Items from a dataset
=== Section Start ===

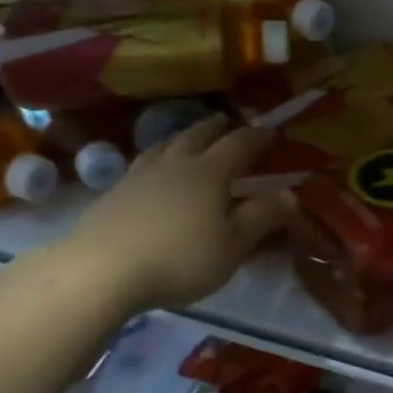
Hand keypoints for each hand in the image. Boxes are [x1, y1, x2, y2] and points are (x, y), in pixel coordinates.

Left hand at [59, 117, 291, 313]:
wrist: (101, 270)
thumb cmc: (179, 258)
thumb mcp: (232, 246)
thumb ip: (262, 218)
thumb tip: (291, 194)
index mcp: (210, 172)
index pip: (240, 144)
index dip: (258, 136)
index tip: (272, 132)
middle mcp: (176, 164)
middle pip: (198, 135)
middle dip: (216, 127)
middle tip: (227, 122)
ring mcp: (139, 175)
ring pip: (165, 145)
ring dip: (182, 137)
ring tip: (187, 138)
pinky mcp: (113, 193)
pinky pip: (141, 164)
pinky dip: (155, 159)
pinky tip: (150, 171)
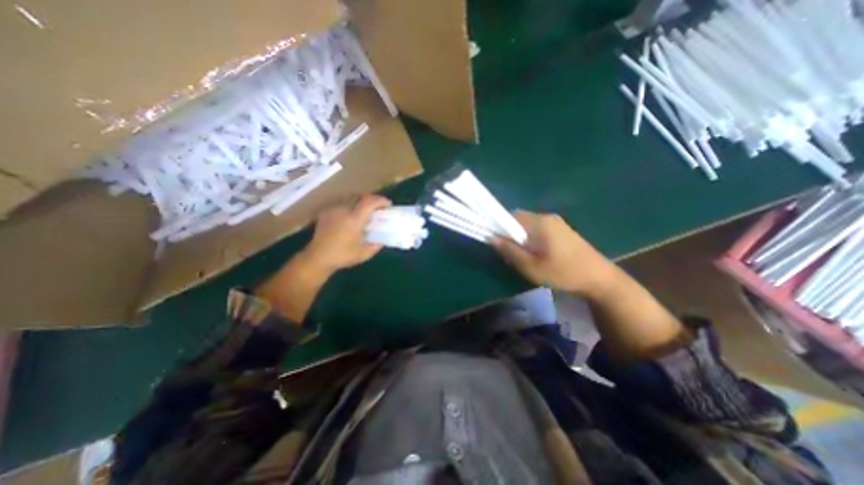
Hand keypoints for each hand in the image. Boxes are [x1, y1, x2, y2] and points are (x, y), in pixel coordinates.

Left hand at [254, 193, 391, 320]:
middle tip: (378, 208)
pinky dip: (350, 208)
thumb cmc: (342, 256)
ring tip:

=== Section End ===
=== Section Start ===

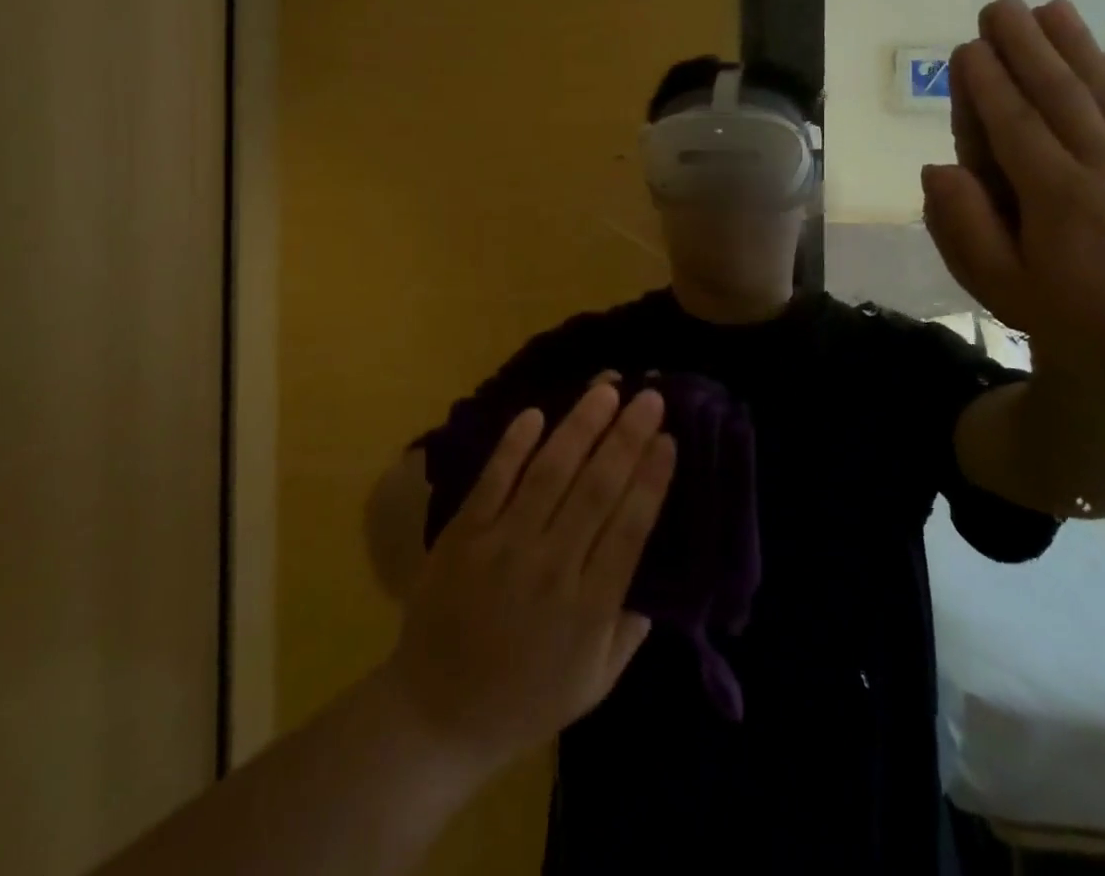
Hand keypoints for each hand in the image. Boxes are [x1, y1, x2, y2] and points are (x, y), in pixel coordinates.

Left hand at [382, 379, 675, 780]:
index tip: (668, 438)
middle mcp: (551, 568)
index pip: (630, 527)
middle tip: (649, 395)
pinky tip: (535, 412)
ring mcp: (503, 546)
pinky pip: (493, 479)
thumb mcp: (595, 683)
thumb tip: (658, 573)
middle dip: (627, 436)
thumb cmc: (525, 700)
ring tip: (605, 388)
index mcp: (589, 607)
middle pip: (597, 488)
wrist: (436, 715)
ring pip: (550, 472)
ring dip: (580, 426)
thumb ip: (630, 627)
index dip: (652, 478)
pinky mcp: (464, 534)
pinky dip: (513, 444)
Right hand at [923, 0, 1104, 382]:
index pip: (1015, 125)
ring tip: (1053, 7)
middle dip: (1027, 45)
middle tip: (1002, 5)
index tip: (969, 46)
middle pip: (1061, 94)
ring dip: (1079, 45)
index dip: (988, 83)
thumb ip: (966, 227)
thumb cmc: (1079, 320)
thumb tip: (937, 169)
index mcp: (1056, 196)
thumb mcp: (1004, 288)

=== Section End ===

Scan the entries for the word "middle". Report each line that has it.

§ **Output for this task**:
middle mcp: (176, 164)
middle pip: (198, 135)
middle dip: (216, 127)
middle tip: (227, 122)
middle tip: (378, 208)
middle mcp: (551, 568)
middle tip: (649, 395)
middle dip: (627, 436)
middle pip: (597, 488)
middle dip: (1027, 45)
middle tip: (1002, 5)
middle pip: (1061, 94)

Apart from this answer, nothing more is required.